┌─ Task input

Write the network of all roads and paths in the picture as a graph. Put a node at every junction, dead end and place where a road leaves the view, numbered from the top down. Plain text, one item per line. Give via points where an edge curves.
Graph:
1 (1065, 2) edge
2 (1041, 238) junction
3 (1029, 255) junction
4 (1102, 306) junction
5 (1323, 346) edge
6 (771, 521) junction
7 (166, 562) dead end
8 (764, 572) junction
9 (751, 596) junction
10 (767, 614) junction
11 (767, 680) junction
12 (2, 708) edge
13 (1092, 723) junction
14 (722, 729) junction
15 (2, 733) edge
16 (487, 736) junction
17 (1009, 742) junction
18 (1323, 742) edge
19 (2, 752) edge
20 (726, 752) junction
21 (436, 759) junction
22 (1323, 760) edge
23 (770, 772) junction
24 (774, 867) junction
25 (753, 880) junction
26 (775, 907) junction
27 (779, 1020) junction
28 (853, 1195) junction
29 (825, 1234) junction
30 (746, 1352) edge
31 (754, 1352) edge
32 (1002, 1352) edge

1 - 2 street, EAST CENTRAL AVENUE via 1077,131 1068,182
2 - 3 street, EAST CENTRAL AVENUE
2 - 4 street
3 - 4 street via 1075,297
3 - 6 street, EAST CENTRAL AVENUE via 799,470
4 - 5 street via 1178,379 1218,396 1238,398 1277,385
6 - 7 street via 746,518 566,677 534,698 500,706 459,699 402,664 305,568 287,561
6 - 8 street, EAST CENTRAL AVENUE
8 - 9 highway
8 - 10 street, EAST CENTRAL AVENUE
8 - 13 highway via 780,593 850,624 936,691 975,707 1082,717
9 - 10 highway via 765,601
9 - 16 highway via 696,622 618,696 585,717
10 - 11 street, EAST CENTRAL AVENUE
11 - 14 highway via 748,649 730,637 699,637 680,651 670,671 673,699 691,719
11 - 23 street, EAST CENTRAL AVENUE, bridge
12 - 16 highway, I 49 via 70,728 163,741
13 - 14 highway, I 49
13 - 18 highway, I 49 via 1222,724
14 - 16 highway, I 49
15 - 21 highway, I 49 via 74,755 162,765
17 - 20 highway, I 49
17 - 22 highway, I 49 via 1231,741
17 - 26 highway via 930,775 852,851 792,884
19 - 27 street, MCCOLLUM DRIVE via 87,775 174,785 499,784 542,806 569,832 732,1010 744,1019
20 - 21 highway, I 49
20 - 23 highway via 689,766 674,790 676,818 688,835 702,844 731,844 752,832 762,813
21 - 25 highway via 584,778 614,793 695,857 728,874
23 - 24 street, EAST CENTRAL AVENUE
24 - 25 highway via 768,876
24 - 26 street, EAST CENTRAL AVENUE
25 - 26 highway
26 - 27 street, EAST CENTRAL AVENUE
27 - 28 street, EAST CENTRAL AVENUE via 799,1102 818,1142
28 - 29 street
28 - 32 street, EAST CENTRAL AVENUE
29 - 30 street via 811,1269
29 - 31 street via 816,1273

└─

**Brief**.
Filter the records down to the lines that contain the string "dead", and copy those lines.

**Solution to the exercise**.
Write the network of all roads and paths in the picture as a graph. Put a node at every junction, dead end and place where a road leaves the view, numbered from the top down. Plain text, one item per line. Give via points where an edge curves.
7 (166, 562) dead end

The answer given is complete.